### Work instructions
Output the records exactly, and drop each picture.

### Records for the exercise
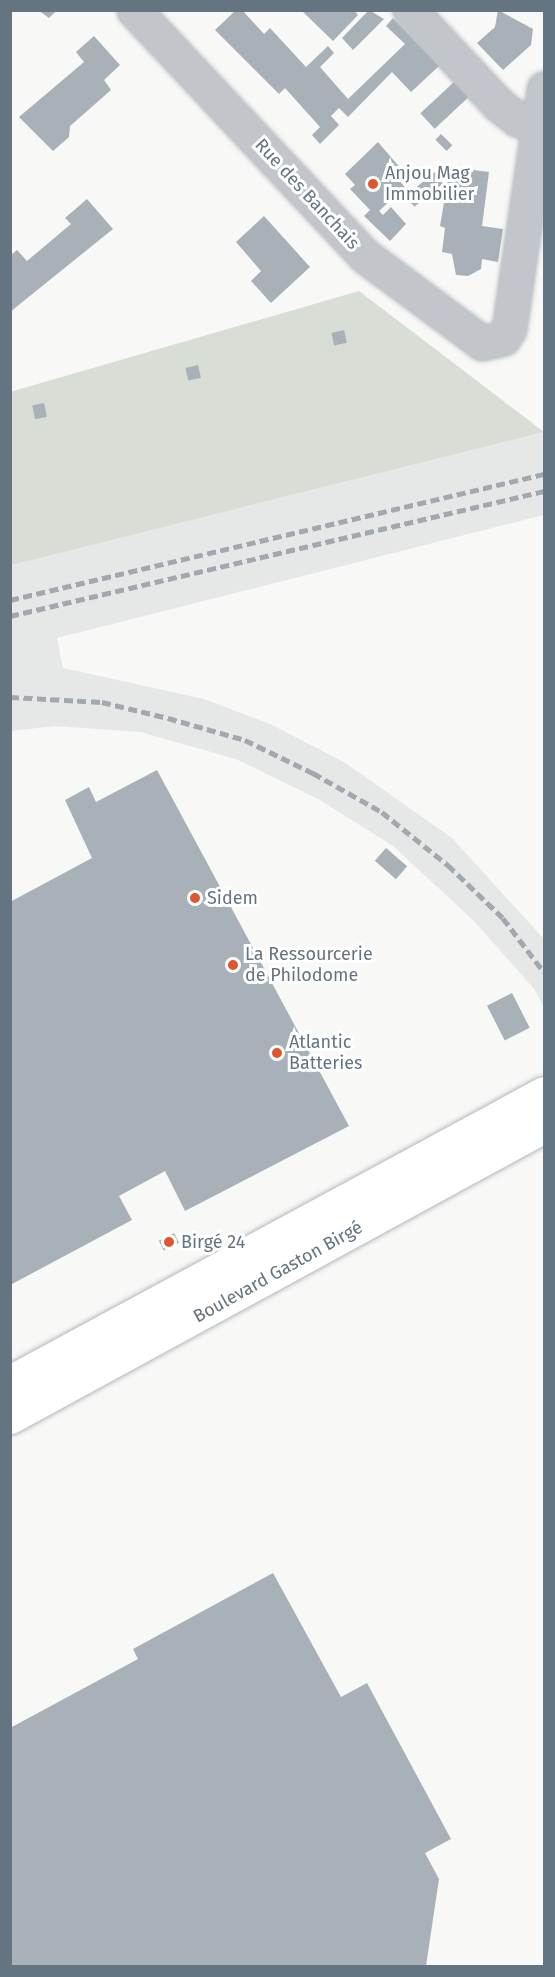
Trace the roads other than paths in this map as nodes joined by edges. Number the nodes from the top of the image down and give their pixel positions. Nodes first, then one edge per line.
1 (134, 10) edge
2 (410, 10) edge
3 (544, 89) edge
4 (539, 127) junction
5 (531, 276) edge
6 (544, 1093) edge
7 (544, 1126) edge
8 (10, 1382) edge
9 (10, 1417) edge

1 - 5 street, Rue des Banchais
2 - 4 street
3 - 4 street
4 - 5 street
6 - 8 main road, Boulevard Gaston Birgé
7 - 9 main road, Boulevard Gaston Birgé

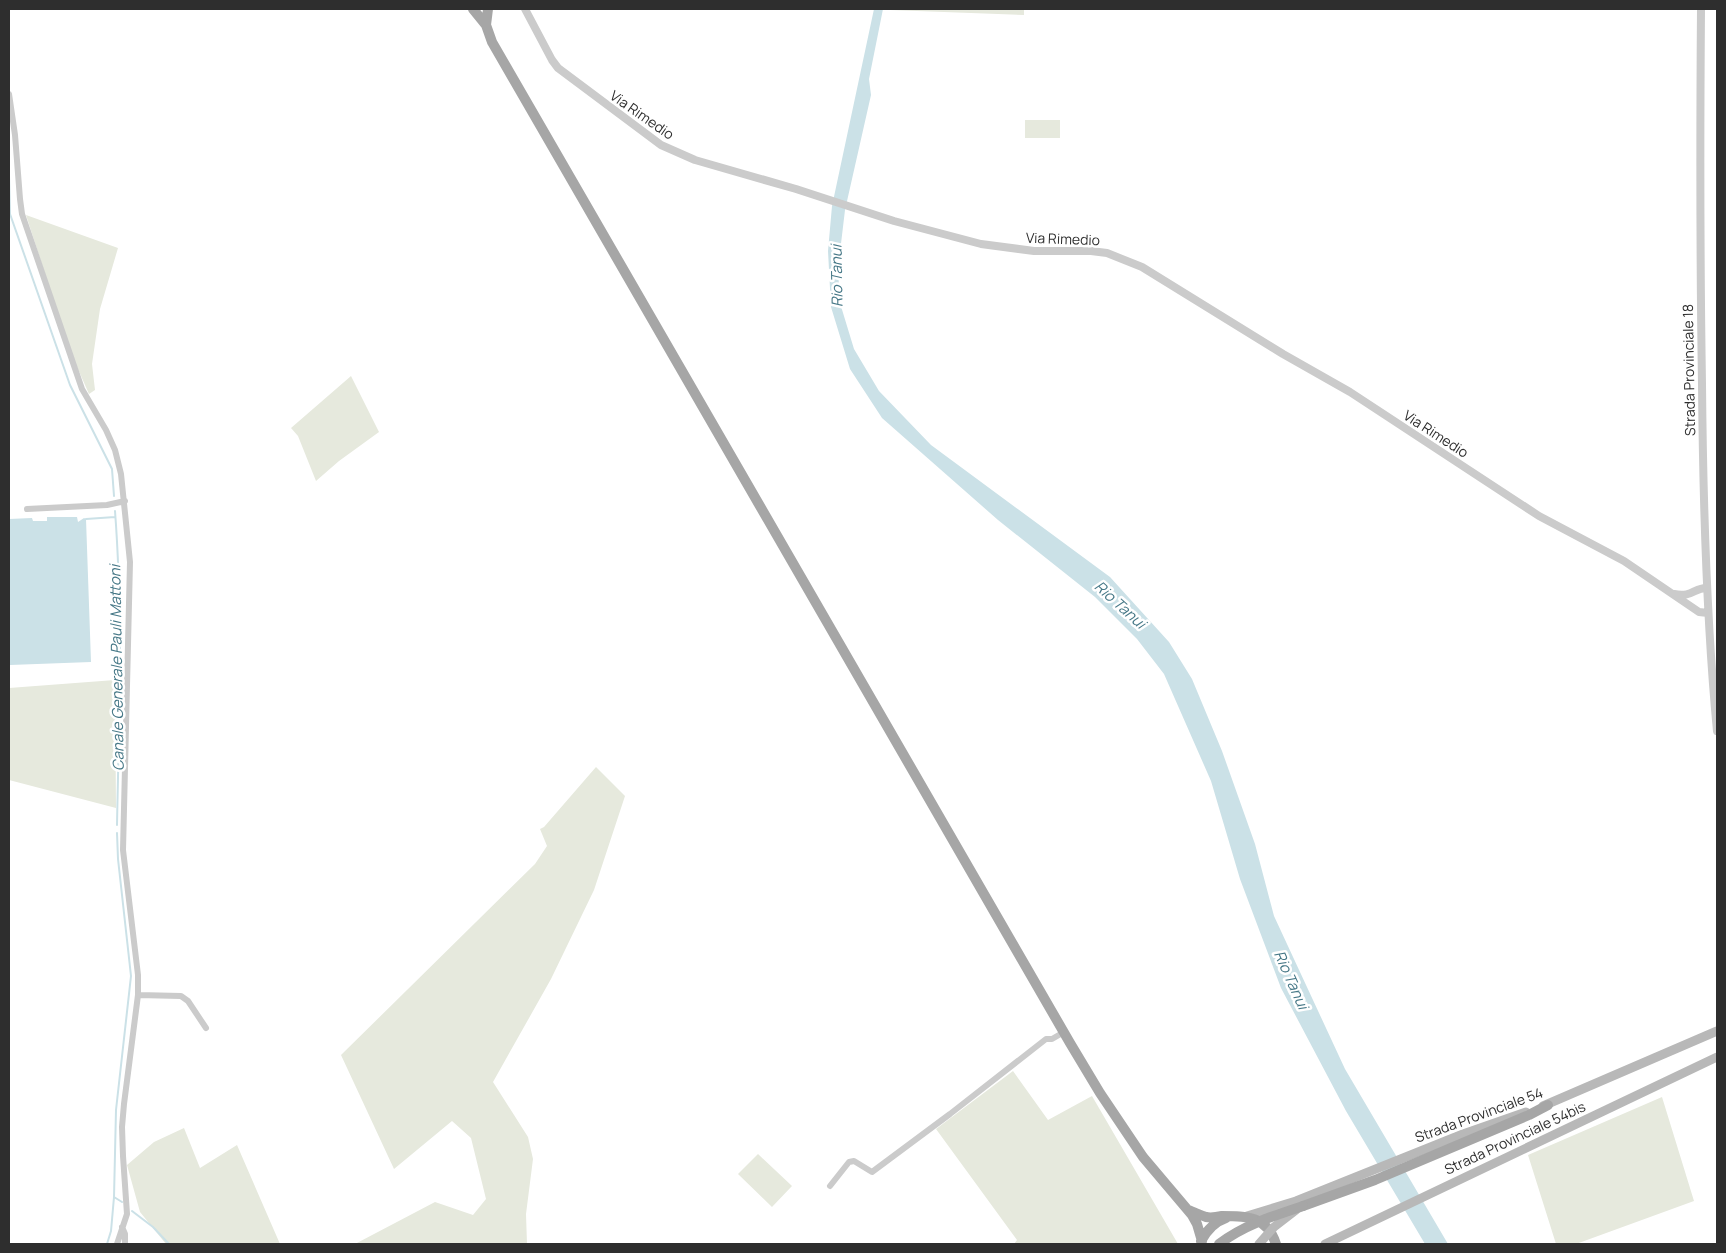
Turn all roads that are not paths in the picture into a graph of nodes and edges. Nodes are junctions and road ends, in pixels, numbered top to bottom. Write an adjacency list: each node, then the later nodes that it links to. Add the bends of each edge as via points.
1 (473, 9): 5 (main road)
2 (488, 9): 5 (main road)
3 (525, 9): 10 (street, Via Rimedio, via 558,68 661,146 695,160 928,231 981,244 1034,251 1107,253 1142,267 1350,392 1539,516 1624,561)
4 (1701, 9): 9 (street, Strada Provinciale 18, via 1699,197)
5 (486, 25): 15 (main road, via 492,42)
6 (9, 94): 7 (street, via 22,214 82,389 115,450)
7 (125, 501): 8 (street, via 107,505); 13 (street, via 130,562 123,850 137,957)
8 (27, 509)
9 (1707, 588): 10 (street, via 1690,595); 11 (street, Strada Provinciale 18)
10 (1671, 593): 11 (street, Via Rimedio, via 1700,612)
11 (1708, 613): 12 (street, Strada Provinciale 18)
12 (1717, 731)
13 (138, 995): 14 (street, via 182,996); 25 (street, via 124,1104 127,1214)
14 (206, 1028)
15 (1064, 1032): 20 (street, via 1052,1039 1046,1038 872,1172 854,1161 849,1162); 22 (main road, via 1143,1157)
16 (1717, 1032): 18 (main road, Strada Provinciale 54)
17 (1717, 1057): 32 (main road, Strada Provinciale 54bis)
18 (1548, 1105): 19 (main road, via 1529,1116)
19 (1430, 1152): 21 (main road, via 1375,1180); 24 (main road, Strada Provinciale 54)
20 (830, 1186)
21 (1303, 1206): 29 (main road, bridge, via 1251,1225); 30 (main road, bridge, via 1279,1223)
22 (1188, 1210): 23 (main road, via 1207,1217); 26 (main road, via 1197,1224)
23 (1232, 1216): 24 (main road); 26 (main road, via 1214,1224)
24 (1247, 1216): 31 (main road, via 1264,1225)
25 (122, 1227): 27 (street); 28 (street)
26 (1201, 1242)
27 (117, 1244)
28 (125, 1244)
29 (1219, 1244)
30 (1259, 1244)
31 (1276, 1244)
32 (1325, 1244)

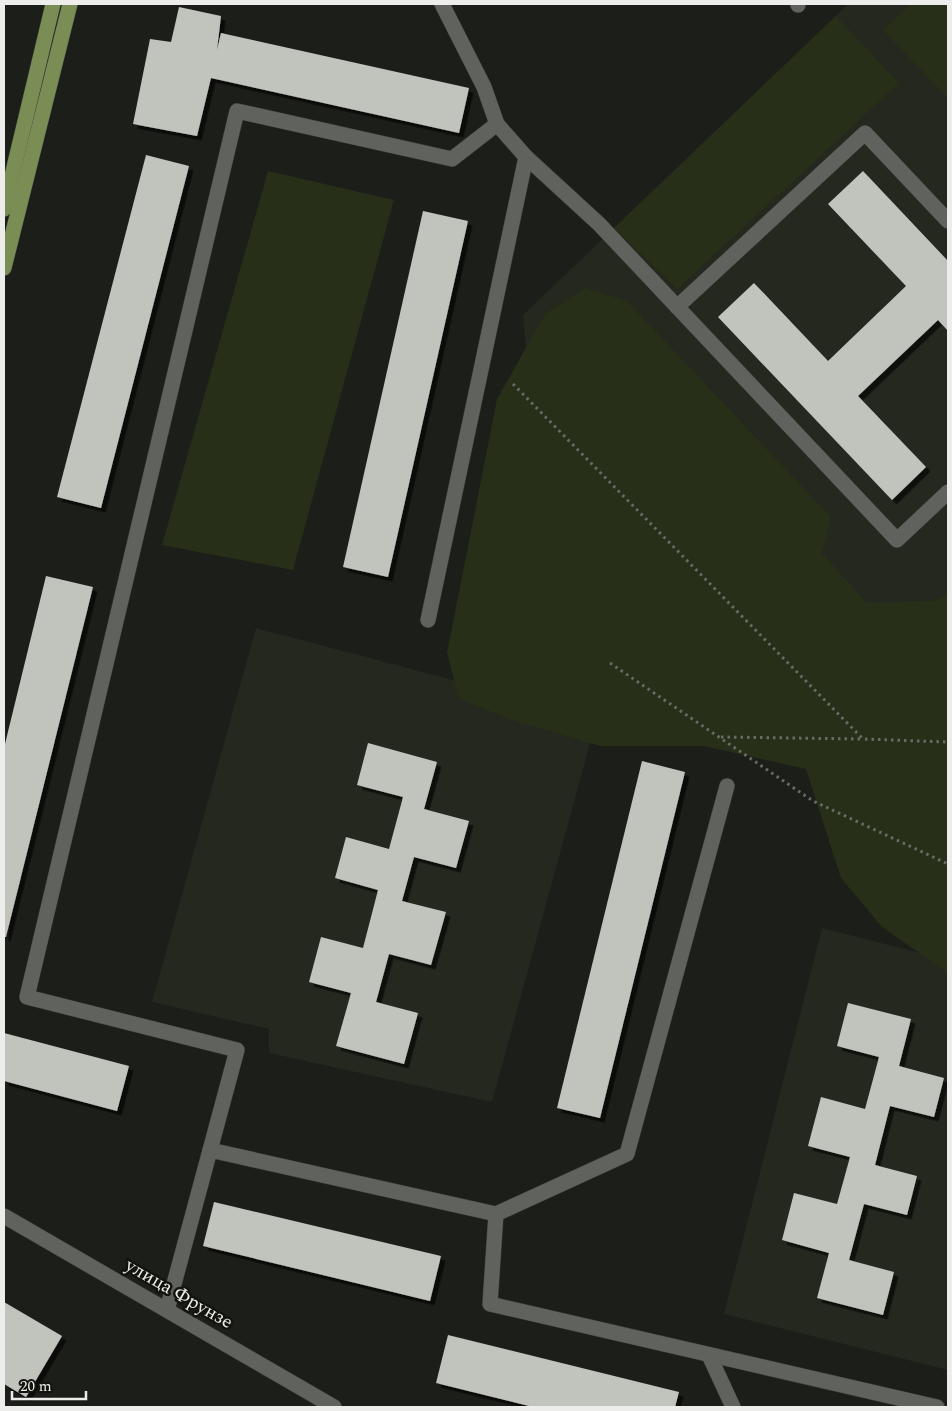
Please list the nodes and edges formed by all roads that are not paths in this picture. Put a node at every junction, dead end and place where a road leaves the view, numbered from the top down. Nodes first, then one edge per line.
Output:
1 (52, 4) edge
2 (70, 4) edge
3 (442, 4) edge
4 (497, 124) junction
5 (526, 157) junction
6 (4, 210) edge
7 (948, 221) edge
8 (4, 268) edge
9 (677, 307) junction
10 (948, 492) edge
11 (428, 620) dead end
12 (727, 786) dead end
13 (210, 1150) junction
14 (496, 1214) junction
15 (4, 1216) edge
16 (167, 1310) junction
17 (709, 1355) junction
18 (334, 1407) edge
19 (733, 1407) edge
20 (937, 1407) edge

1 - 6 main road
2 - 8 main road
3 - 4 street
4 - 5 street
4 - 13 street
5 - 9 street
5 - 11 street
7 - 9 street
9 - 10 street
12 - 14 street
13 - 14 street
13 - 16 street
14 - 17 street
15 - 16 street, улица Фрунзе
16 - 18 street, улица Фрунзе
17 - 19 street
17 - 20 street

### Answer to this task
Trace the roads other than paths in this map as nodes joined by edges. Number the nodes from the top of the image down and give their pixel positions. Nodes first, then one edge per line.
1 (134, 10) edge
2 (410, 10) edge
3 (544, 89) edge
4 (539, 127) junction
5 (531, 276) edge
6 (544, 1093) edge
7 (544, 1126) edge
8 (10, 1382) edge
9 (10, 1417) edge

1 - 5 street, Rue des Banchais
2 - 4 street
3 - 4 street
4 - 5 street
6 - 8 main road, Boulevard Gaston Birgé
7 - 9 main road, Boulevard Gaston Birgé

Turn all roads that are not paths in the picture into a graph of nodes and edges. Nodes are junctions and road ends, in pixels, numbered top to bottom. Write an adjacency list: each node, then the later nodes that it links to. Add the bends of each edge as via points.
1 (473, 9): 5 (main road)
2 (488, 9): 5 (main road)
3 (525, 9): 10 (street, Via Rimedio, via 558,68 661,146 695,160 928,231 981,244 1034,251 1107,253 1142,267 1350,392 1539,516 1624,561)
4 (1701, 9): 9 (street, Strada Provinciale 18, via 1699,197)
5 (486, 25): 15 (main road, via 492,42)
6 (9, 94): 7 (street, via 22,214 82,389 115,450)
7 (125, 501): 8 (street, via 107,505); 13 (street, via 130,562 123,850 137,957)
8 (27, 509)
9 (1707, 588): 10 (street, via 1690,595); 11 (street, Strada Provinciale 18)
10 (1671, 593): 11 (street, Via Rimedio, via 1700,612)
11 (1708, 613): 12 (street, Strada Provinciale 18)
12 (1717, 731)
13 (138, 995): 14 (street, via 182,996); 25 (street, via 124,1104 127,1214)
14 (206, 1028)
15 (1064, 1032): 20 (street, via 1052,1039 1046,1038 872,1172 854,1161 849,1162); 22 (main road, via 1143,1157)
16 (1717, 1032): 18 (main road, Strada Provinciale 54)
17 (1717, 1057): 32 (main road, Strada Provinciale 54bis)
18 (1548, 1105): 19 (main road, via 1529,1116)
19 (1430, 1152): 21 (main road, via 1375,1180); 24 (main road, Strada Provinciale 54)
20 (830, 1186)
21 (1303, 1206): 29 (main road, bridge, via 1251,1225); 30 (main road, bridge, via 1279,1223)
22 (1188, 1210): 23 (main road, via 1207,1217); 26 (main road, via 1197,1224)
23 (1232, 1216): 24 (main road); 26 (main road, via 1214,1224)
24 (1247, 1216): 31 (main road, via 1264,1225)
25 (122, 1227): 27 (street); 28 (street)
26 (1201, 1242)
27 (117, 1244)
28 (125, 1244)
29 (1219, 1244)
30 (1259, 1244)
31 (1276, 1244)
32 (1325, 1244)

Please list the nodes and edges formed by all roads that are not paths in this picture. Put a node at every junction, dead end and place where a road leaves the view, numbered from the top down. Nodes first, then one edge per line.
Output:
1 (52, 4) edge
2 (70, 4) edge
3 (442, 4) edge
4 (497, 124) junction
5 (526, 157) junction
6 (4, 210) edge
7 (948, 221) edge
8 (4, 268) edge
9 (677, 307) junction
10 (948, 492) edge
11 (428, 620) dead end
12 (727, 786) dead end
13 (210, 1150) junction
14 (496, 1214) junction
15 (4, 1216) edge
16 (167, 1310) junction
17 (709, 1355) junction
18 (334, 1407) edge
19 (733, 1407) edge
20 (937, 1407) edge

1 - 6 main road
2 - 8 main road
3 - 4 street
4 - 5 street
4 - 13 street
5 - 9 street
5 - 11 street
7 - 9 street
9 - 10 street
12 - 14 street
13 - 14 street
13 - 16 street
14 - 17 street
15 - 16 street, улица Фрунзе
16 - 18 street, улица Фрунзе
17 - 19 street
17 - 20 street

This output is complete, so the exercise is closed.